** Task goal **
Everything in the listing below must be reproduced exactly, apart from its images.

** Data extracts **

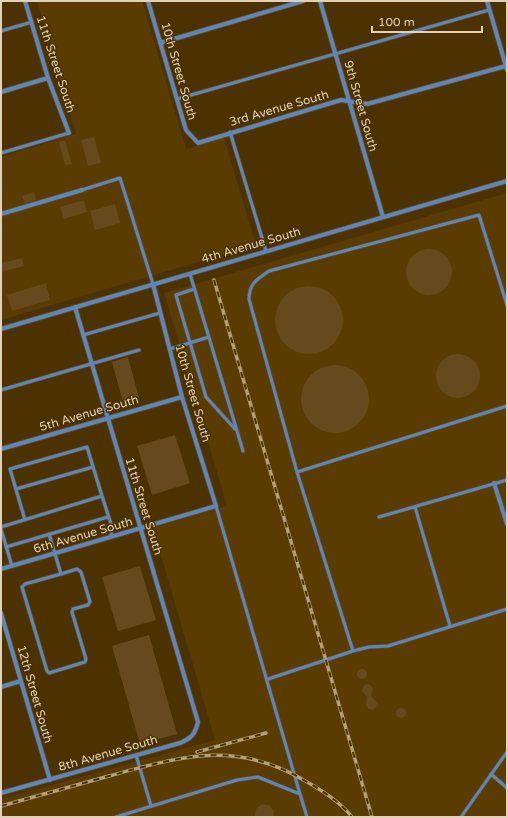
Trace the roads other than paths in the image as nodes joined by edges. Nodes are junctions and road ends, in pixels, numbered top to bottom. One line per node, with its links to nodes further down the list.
1 (25, 1): 7 (street, 11th Street South)
2 (148, 1): 9 (street, 10th Street South)
3 (303, 1): 9 (street)
4 (320, 1): 10 (street, 9th Street South)
5 (487, 1): 6 (street)
6 (489, 10): 10 (lane); 11 (street)
7 (32, 22): 8 (lane); 12 (street, 11th Street South)
8 (1, 31)
9 (160, 43): 14 (street, 10th Street South)
10 (335, 54): 14 (lane); 15 (street, 9th Street South)
11 (506, 68): 15 (street, 3rd Avenue South)
12 (48, 78): 13 (street); 17 (street, 11th Street South)
13 (1, 92)
14 (177, 99): 18 (street, 10th Street South)
15 (349, 101): 16 (street, 3rd Avenue South); 23 (street, 9th Street South)
16 (230, 132): 18 (street, 3rd Avenue South); 24 (lane)
17 (69, 134): 19 (lane)
18 (198, 143)
19 (1, 153)
20 (507, 181): 23 (street, 4th Avenue South)
21 (82, 190): 22 (street); 26 (lane)
22 (1, 214)
23 (383, 217): 24 (street, 4th Avenue South)
24 (266, 251): 25 (street, 4th Avenue South)
25 (190, 274): 26 (street, 4th Avenue South); 27 (lane)
26 (153, 284): 29 (street, 4th Avenue South); 30 (street, 10th Street South)
27 (194, 290): 33 (lane); 34 (lane)
28 (507, 305): 46 (lane)
29 (75, 307): 31 (street, 4th Avenue South); 32 (street, 11th Street South)
30 (160, 313): 32 (lane); 35 (street, 10th Street South)
31 (1, 329)
32 (83, 335): 37 (street, 11th Street South)
33 (209, 337): 34 (lane); 42 (lane)
34 (190, 343): 35 (lane); 42 (lane)
35 (170, 349): 39 (street, 10th Street South)
36 (138, 350): 37 (lane)
37 (92, 363): 38 (lane); 41 (street, 11th Street South)
38 (1, 390)
39 (182, 397): 41 (street, 5th Avenue South); 51 (street, 10th Street South)
40 (507, 406): 46 (lane)
41 (108, 418): 43 (street, 5th Avenue South); 58 (street, 11th Street South)
42 (237, 430): 44 (lane)
43 (1, 449)
44 (242, 451)
45 (93, 467): 49 (lane); 49 (lane); 50 (lane)
46 (297, 472): 70 (lane)
47 (507, 480): 48 (lane)
48 (494, 483): 52 (lane); 56 (street)
49 (16, 489): 55 (lane)
50 (102, 496): 53 (lane); 55 (lane)
51 (216, 506): 58 (street, 6th Avenue South); 71 (lane)
52 (415, 506): 54 (lane); 69 (lane)
53 (108, 517): 59 (lane); 60 (lane)
54 (379, 517)
55 (25, 520): 57 (lane)
56 (507, 524)
57 (1, 528): 61 (lane)
58 (140, 528): 60 (street, 6th Avenue South); 74 (street, 11th Street South)
59 (49, 534): 61 (lane); 62 (lane)
60 (112, 536): 62 (street, 6th Avenue South)
61 (6, 547): 63 (lane)
62 (54, 553): 63 (street, 6th Avenue South); 65 (lane)
63 (12, 566): 64 (street, 6th Avenue South)
64 (1, 569)
65 (61, 574): 65 (lane)
66 (507, 609): 69 (lane)
67 (1, 613): 68 (street, 12th Street South)
68 (3, 626): 72 (street, 12th Street South)
69 (450, 626): 70 (lane)
70 (354, 651): 71 (lane)
71 (268, 679): 81 (lane)
72 (21, 681): 73 (street); 78 (street, 12th Street South)
73 (1, 687)
74 (194, 710): 76 (street, 8th Avenue South)
75 (507, 752): 77 (lane)
76 (136, 755): 78 (street, 8th Avenue South); 82 (lane)
77 (491, 774): 79 (lane); 85 (lane)
78 (50, 780): 80 (street, 8th Avenue South)
79 (507, 788)
80 (1, 793)
81 (300, 794): 82 (lane); 84 (lane)
82 (151, 806): 83 (lane)
83 (116, 817)
84 (307, 817)
85 (461, 817)

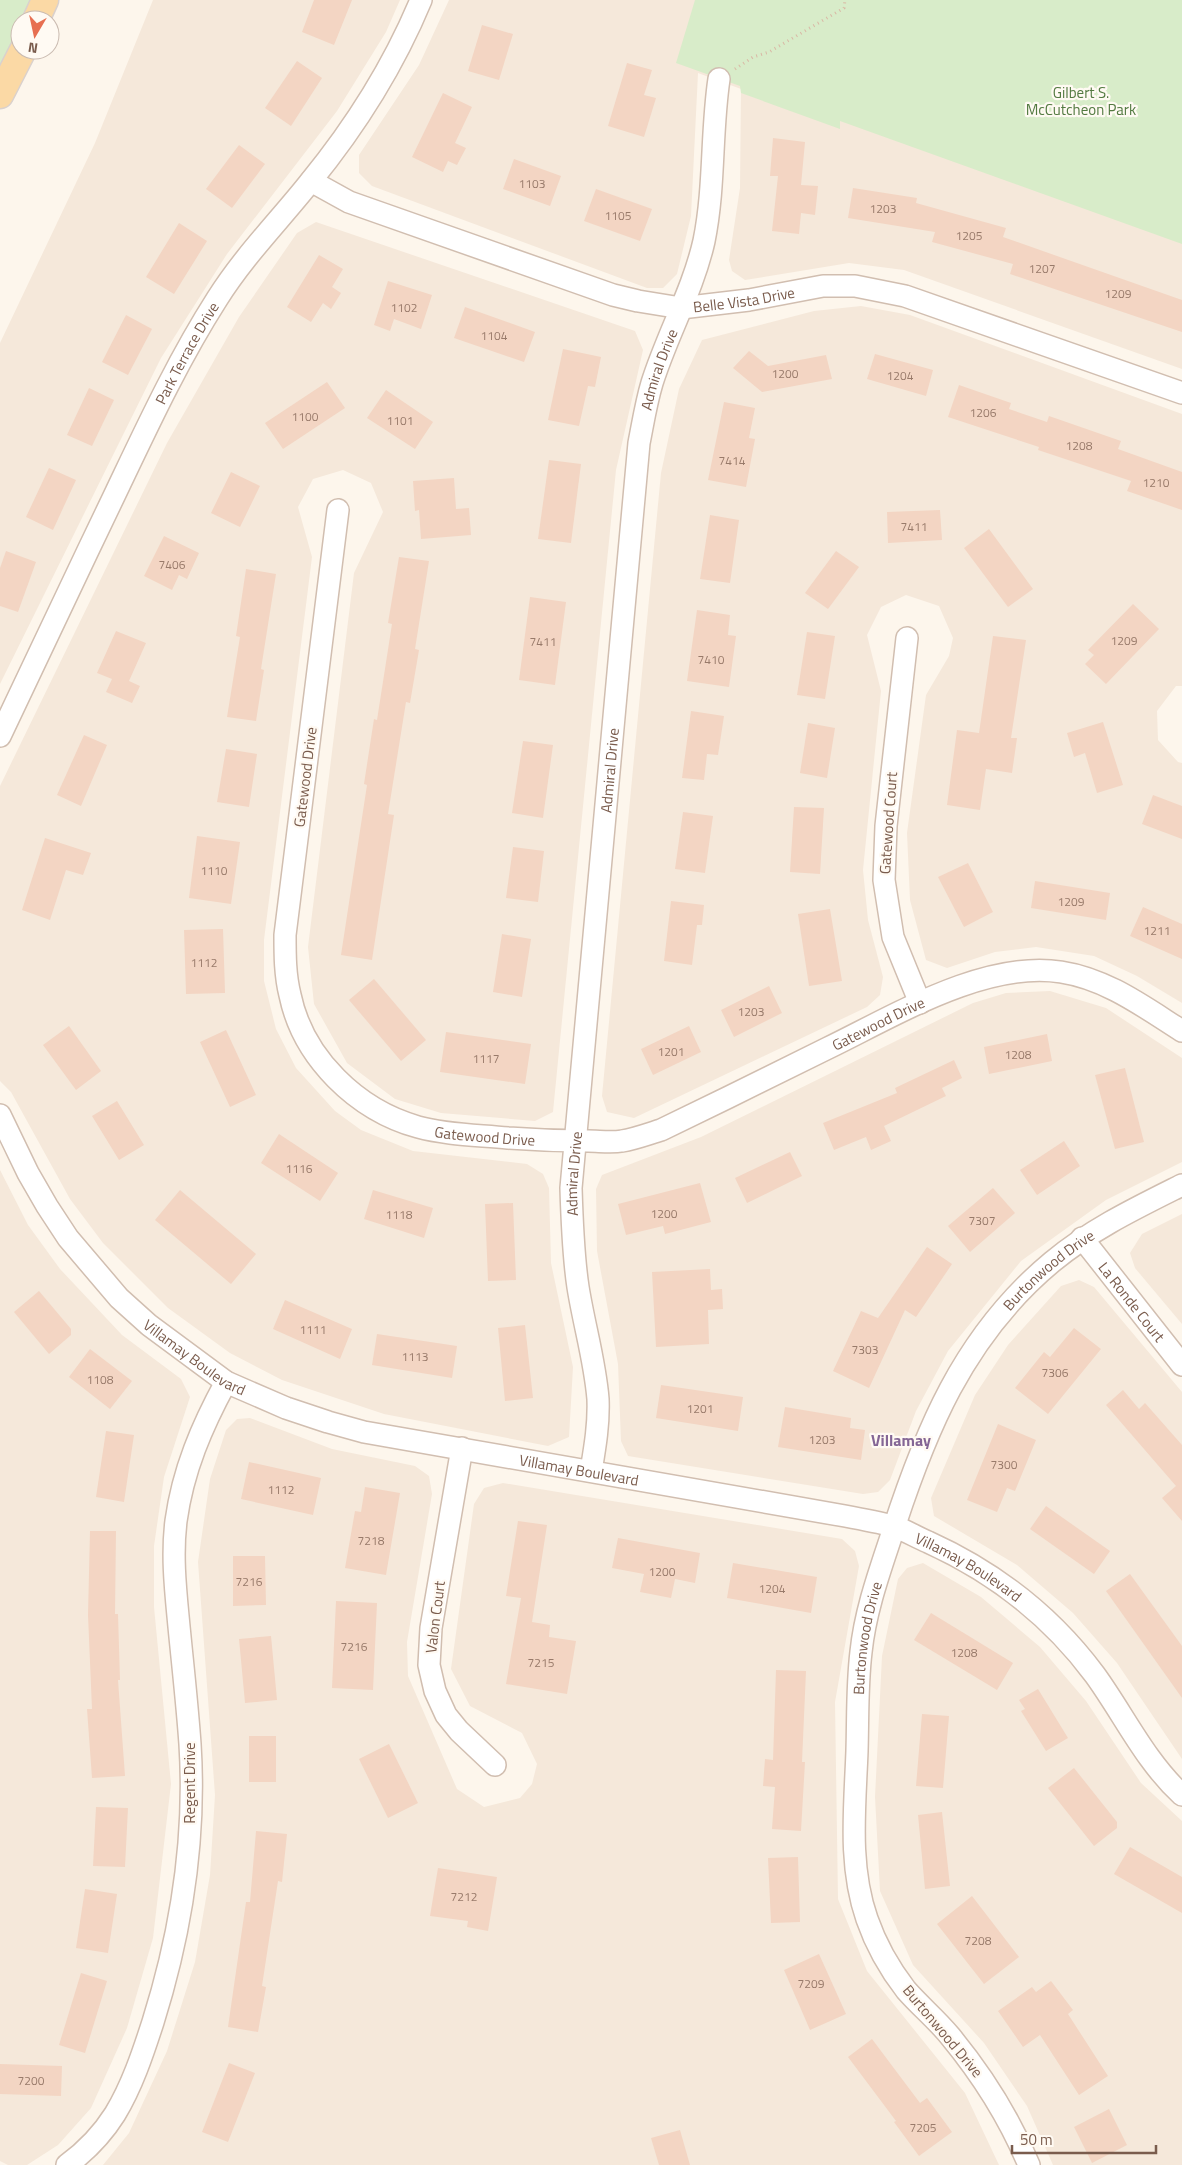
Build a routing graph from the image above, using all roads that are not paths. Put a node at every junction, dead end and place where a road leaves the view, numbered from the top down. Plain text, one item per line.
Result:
1 (421, 0) edge
2 (18, 60) edge
3 (719, 78) road end
4 (0, 95) edge
5 (311, 181) junction
6 (681, 308) junction
7 (1182, 393) edge
8 (338, 510) dead end
9 (907, 638) dead end
10 (0, 736) edge
11 (920, 1003) junction
12 (1182, 1031) edge
13 (0, 1115) edge
14 (575, 1141) junction
15 (1182, 1185) edge
16 (1082, 1238) junction
17 (1182, 1365) edge
18 (226, 1382) junction
19 (462, 1448) junction
20 (591, 1471) junction
21 (894, 1527) junction
22 (495, 1765) dead end
23 (1182, 1795) edge
24 (67, 2165) edge
25 (1029, 2165) edge

1 - 5 street, Park Terrace Drive
2 - 4 main road
3 - 6 street, Admiral Drive
5 - 6 street, Belle Vista Drive
5 - 10 street, Park Terrace Drive
6 - 7 street, Belle Vista Drive
6 - 14 street, Admiral Drive
8 - 14 street, Gatewood Drive
9 - 11 street, Gatewood Court
11 - 12 street, Gatewood Drive
11 - 14 street, Gatewood Drive
13 - 18 street, Villamay Boulevard
14 - 20 street, Admiral Drive
15 - 16 street, Burtonwood Drive
16 - 17 street, La Ronde Court
16 - 21 street, Burtonwood Drive
18 - 19 street, Villamay Boulevard
18 - 24 street, Regent Drive
19 - 20 street, Villamay Boulevard
19 - 22 street, Valon Court
20 - 21 street, Villamay Boulevard
21 - 23 street, Villamay Boulevard
21 - 25 street, Burtonwood Drive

** Answer space **
Trace the roads other than paths in the image as nodes joined by edges. Nodes are junctions and road ends, in pixels, numbered top to bottom. One line per node, with its links to nodes further down the list.
1 (25, 1): 7 (street, 11th Street South)
2 (148, 1): 9 (street, 10th Street South)
3 (303, 1): 9 (street)
4 (320, 1): 10 (street, 9th Street South)
5 (487, 1): 6 (street)
6 (489, 10): 10 (lane); 11 (street)
7 (32, 22): 8 (lane); 12 (street, 11th Street South)
8 (1, 31)
9 (160, 43): 14 (street, 10th Street South)
10 (335, 54): 14 (lane); 15 (street, 9th Street South)
11 (506, 68): 15 (street, 3rd Avenue South)
12 (48, 78): 13 (street); 17 (street, 11th Street South)
13 (1, 92)
14 (177, 99): 18 (street, 10th Street South)
15 (349, 101): 16 (street, 3rd Avenue South); 23 (street, 9th Street South)
16 (230, 132): 18 (street, 3rd Avenue South); 24 (lane)
17 (69, 134): 19 (lane)
18 (198, 143)
19 (1, 153)
20 (507, 181): 23 (street, 4th Avenue South)
21 (82, 190): 22 (street); 26 (lane)
22 (1, 214)
23 (383, 217): 24 (street, 4th Avenue South)
24 (266, 251): 25 (street, 4th Avenue South)
25 (190, 274): 26 (street, 4th Avenue South); 27 (lane)
26 (153, 284): 29 (street, 4th Avenue South); 30 (street, 10th Street South)
27 (194, 290): 33 (lane); 34 (lane)
28 (507, 305): 46 (lane)
29 (75, 307): 31 (street, 4th Avenue South); 32 (street, 11th Street South)
30 (160, 313): 32 (lane); 35 (street, 10th Street South)
31 (1, 329)
32 (83, 335): 37 (street, 11th Street South)
33 (209, 337): 34 (lane); 42 (lane)
34 (190, 343): 35 (lane); 42 (lane)
35 (170, 349): 39 (street, 10th Street South)
36 (138, 350): 37 (lane)
37 (92, 363): 38 (lane); 41 (street, 11th Street South)
38 (1, 390)
39 (182, 397): 41 (street, 5th Avenue South); 51 (street, 10th Street South)
40 (507, 406): 46 (lane)
41 (108, 418): 43 (street, 5th Avenue South); 58 (street, 11th Street South)
42 (237, 430): 44 (lane)
43 (1, 449)
44 (242, 451)
45 (93, 467): 49 (lane); 49 (lane); 50 (lane)
46 (297, 472): 70 (lane)
47 (507, 480): 48 (lane)
48 (494, 483): 52 (lane); 56 (street)
49 (16, 489): 55 (lane)
50 (102, 496): 53 (lane); 55 (lane)
51 (216, 506): 58 (street, 6th Avenue South); 71 (lane)
52 (415, 506): 54 (lane); 69 (lane)
53 (108, 517): 59 (lane); 60 (lane)
54 (379, 517)
55 (25, 520): 57 (lane)
56 (507, 524)
57 (1, 528): 61 (lane)
58 (140, 528): 60 (street, 6th Avenue South); 74 (street, 11th Street South)
59 (49, 534): 61 (lane); 62 (lane)
60 (112, 536): 62 (street, 6th Avenue South)
61 (6, 547): 63 (lane)
62 (54, 553): 63 (street, 6th Avenue South); 65 (lane)
63 (12, 566): 64 (street, 6th Avenue South)
64 (1, 569)
65 (61, 574): 65 (lane)
66 (507, 609): 69 (lane)
67 (1, 613): 68 (street, 12th Street South)
68 (3, 626): 72 (street, 12th Street South)
69 (450, 626): 70 (lane)
70 (354, 651): 71 (lane)
71 (268, 679): 81 (lane)
72 (21, 681): 73 (street); 78 (street, 12th Street South)
73 (1, 687)
74 (194, 710): 76 (street, 8th Avenue South)
75 (507, 752): 77 (lane)
76 (136, 755): 78 (street, 8th Avenue South); 82 (lane)
77 (491, 774): 79 (lane); 85 (lane)
78 (50, 780): 80 (street, 8th Avenue South)
79 (507, 788)
80 (1, 793)
81 (300, 794): 82 (lane); 84 (lane)
82 (151, 806): 83 (lane)
83 (116, 817)
84 (307, 817)
85 (461, 817)

Build a routing graph from the image above, using all roads that are not paths. Put a node at every junction, dead end and place where a road leaves the view, numbered from the top down. Plain text, one item per line.
Result:
1 (421, 0) edge
2 (18, 60) edge
3 (719, 78) road end
4 (0, 95) edge
5 (311, 181) junction
6 (681, 308) junction
7 (1182, 393) edge
8 (338, 510) dead end
9 (907, 638) dead end
10 (0, 736) edge
11 (920, 1003) junction
12 (1182, 1031) edge
13 (0, 1115) edge
14 (575, 1141) junction
15 (1182, 1185) edge
16 (1082, 1238) junction
17 (1182, 1365) edge
18 (226, 1382) junction
19 (462, 1448) junction
20 (591, 1471) junction
21 (894, 1527) junction
22 (495, 1765) dead end
23 (1182, 1795) edge
24 (67, 2165) edge
25 (1029, 2165) edge

1 - 5 street, Park Terrace Drive
2 - 4 main road
3 - 6 street, Admiral Drive
5 - 6 street, Belle Vista Drive
5 - 10 street, Park Terrace Drive
6 - 7 street, Belle Vista Drive
6 - 14 street, Admiral Drive
8 - 14 street, Gatewood Drive
9 - 11 street, Gatewood Court
11 - 12 street, Gatewood Drive
11 - 14 street, Gatewood Drive
13 - 18 street, Villamay Boulevard
14 - 20 street, Admiral Drive
15 - 16 street, Burtonwood Drive
16 - 17 street, La Ronde Court
16 - 21 street, Burtonwood Drive
18 - 19 street, Villamay Boulevard
18 - 24 street, Regent Drive
19 - 20 street, Villamay Boulevard
19 - 22 street, Valon Court
20 - 21 street, Villamay Boulevard
21 - 23 street, Villamay Boulevard
21 - 25 street, Burtonwood Drive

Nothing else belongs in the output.